Extracting information from large PDF file with Document Understanding

We are trying to extract data from a large PDF which has around 50 pages. Data needs to be extracted from almost all pages. PDF Template/layout is fixed. (No major handwritten data) Each page has some tables and some text/combo box fields. (Around 50-100 fields). Need to implement it without Action Center.

I have used keyword-based classifier, UiPath document OCR and Form Extractor to extract. Extraction seems to be fine.

  1. Because of the size of the PDF (50 pages and around 50 fields in each page) managing fields in the taxonomy manager is becoming difficult.

  2. Is there any better way of doing this? Do we see any challenges in this approach? Best practices to keep in mind while designing DU in such cases.

Hi @harsha_prakash ,

Could we also understand that if the PDF is a Digital Document or a Scanned Document or could be a mixture of both ? This is asked because the PDF template is mentioned as Fixed. We also ask to mention what type of document it is and what data is being extracted or the Taxonomy fields defined.

Thanks @supermanPunch for your response. It is not digital document. It is scanned document. It is US tax related document. We are extracting all the fields whatever user might have filled while filing tax. It includes tables as well. Also there can be many fields without any data.
Let me know if you need more info. Thanks again.
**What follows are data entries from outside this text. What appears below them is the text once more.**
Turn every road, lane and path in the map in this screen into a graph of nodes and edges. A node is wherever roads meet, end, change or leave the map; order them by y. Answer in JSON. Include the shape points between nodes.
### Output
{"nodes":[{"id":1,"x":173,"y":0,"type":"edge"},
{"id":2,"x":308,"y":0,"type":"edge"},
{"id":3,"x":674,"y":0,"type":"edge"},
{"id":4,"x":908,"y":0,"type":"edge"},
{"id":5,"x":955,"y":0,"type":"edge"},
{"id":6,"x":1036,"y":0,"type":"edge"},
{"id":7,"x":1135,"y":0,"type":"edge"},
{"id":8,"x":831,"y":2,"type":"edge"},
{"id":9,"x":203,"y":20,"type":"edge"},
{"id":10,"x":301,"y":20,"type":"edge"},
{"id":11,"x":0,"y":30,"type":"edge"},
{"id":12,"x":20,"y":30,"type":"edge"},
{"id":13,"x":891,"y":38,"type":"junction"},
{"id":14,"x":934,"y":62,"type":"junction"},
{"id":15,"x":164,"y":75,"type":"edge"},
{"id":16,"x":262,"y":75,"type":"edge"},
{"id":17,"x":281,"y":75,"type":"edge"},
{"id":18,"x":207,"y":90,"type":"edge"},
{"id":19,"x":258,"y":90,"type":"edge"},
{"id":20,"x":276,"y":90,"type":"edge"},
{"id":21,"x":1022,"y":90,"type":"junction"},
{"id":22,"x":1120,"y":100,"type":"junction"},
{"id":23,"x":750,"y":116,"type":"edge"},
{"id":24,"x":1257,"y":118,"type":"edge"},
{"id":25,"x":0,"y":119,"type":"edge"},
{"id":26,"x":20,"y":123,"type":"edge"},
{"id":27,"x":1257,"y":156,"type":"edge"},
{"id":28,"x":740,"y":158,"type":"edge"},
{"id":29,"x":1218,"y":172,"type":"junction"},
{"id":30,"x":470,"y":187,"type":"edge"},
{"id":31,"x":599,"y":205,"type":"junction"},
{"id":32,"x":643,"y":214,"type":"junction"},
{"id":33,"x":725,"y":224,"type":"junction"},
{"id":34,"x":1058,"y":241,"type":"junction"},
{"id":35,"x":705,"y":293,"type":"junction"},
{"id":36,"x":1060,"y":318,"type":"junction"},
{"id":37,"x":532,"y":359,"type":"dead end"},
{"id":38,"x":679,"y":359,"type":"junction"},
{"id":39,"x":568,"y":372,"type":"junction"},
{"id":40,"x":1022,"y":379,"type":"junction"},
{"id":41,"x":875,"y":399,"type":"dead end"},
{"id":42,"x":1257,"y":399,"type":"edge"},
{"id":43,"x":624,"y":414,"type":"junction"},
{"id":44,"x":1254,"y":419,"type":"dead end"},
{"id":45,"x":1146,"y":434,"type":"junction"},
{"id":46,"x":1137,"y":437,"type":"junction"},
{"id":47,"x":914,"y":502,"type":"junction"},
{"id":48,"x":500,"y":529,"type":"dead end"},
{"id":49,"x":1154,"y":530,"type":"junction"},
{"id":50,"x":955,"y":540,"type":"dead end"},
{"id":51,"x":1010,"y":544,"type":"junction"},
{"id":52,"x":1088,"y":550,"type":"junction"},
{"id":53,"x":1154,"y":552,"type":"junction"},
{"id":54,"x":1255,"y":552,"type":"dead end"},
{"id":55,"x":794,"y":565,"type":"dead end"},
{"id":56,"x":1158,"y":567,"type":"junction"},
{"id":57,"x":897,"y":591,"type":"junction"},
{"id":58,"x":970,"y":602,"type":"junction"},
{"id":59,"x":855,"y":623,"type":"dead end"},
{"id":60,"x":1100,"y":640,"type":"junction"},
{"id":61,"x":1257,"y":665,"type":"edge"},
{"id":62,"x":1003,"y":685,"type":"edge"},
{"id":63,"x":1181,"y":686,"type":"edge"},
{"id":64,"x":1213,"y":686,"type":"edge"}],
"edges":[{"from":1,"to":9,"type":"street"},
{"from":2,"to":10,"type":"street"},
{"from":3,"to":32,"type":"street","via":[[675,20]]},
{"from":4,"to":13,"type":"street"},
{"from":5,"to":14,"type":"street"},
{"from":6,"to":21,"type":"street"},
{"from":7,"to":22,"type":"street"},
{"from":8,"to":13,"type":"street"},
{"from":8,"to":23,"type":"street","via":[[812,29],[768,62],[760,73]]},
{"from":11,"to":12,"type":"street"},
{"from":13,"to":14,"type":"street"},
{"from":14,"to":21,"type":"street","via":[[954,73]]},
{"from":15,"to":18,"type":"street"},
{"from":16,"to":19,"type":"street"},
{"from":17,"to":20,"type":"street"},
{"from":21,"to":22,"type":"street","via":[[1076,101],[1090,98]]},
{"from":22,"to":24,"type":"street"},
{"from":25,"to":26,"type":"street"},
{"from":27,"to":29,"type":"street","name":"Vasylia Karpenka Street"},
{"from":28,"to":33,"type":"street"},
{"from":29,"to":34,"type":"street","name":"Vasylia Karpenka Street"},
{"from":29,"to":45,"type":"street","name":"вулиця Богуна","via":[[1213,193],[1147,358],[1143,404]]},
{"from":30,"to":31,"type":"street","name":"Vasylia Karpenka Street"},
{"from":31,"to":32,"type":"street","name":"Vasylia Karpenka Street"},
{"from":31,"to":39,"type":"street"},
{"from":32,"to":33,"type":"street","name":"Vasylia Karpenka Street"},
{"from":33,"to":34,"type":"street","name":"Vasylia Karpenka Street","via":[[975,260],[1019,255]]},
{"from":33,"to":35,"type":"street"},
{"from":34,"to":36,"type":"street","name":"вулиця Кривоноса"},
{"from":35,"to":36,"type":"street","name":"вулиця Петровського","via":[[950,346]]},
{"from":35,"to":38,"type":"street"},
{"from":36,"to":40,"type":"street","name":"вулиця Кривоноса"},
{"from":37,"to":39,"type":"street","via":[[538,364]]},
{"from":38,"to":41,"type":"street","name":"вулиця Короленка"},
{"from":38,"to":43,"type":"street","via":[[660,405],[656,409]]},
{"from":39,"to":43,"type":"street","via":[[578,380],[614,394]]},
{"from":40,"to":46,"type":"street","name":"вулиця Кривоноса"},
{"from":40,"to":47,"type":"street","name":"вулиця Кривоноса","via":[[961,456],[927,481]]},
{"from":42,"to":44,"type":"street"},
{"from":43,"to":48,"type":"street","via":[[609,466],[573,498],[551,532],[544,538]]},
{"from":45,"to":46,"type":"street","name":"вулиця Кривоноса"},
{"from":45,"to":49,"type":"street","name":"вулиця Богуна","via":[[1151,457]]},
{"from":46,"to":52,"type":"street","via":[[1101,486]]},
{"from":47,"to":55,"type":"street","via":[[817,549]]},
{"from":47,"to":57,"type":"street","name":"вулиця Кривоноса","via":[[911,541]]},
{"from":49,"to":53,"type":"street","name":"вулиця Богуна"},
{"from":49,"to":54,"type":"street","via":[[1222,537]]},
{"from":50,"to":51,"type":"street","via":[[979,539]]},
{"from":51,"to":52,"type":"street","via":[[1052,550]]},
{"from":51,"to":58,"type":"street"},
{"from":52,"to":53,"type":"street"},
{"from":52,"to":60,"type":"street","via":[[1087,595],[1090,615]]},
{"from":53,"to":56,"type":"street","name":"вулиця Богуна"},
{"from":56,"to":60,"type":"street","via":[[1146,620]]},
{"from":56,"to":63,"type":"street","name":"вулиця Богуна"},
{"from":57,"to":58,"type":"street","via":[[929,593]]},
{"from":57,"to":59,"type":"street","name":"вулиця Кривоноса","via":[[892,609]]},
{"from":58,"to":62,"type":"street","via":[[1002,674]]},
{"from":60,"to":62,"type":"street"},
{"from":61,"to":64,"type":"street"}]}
Then use read pdf text and then use regex to get values

Thanks @Usha_Jyothi for your response. This is not a digital document but scanned document which have many table data also. And many tables don’t have any headers. Along with tables, it also has many label and value kind of fields. And few values doesn’t have any labels . And the document is around 50 pages.
And So I was not sure if we can do such complex extraction using read pdf text and regex.


Welcome to the community

Form extractor if it is working then mostly the structure of each document might be same and tables will have similar amount of data

If that ai the case then without ai center ,form extractor would be the best option


Thanks @Anil_G for welcome and for the response. I will go ahead with Form extractor for now. Thanks again!

1 Like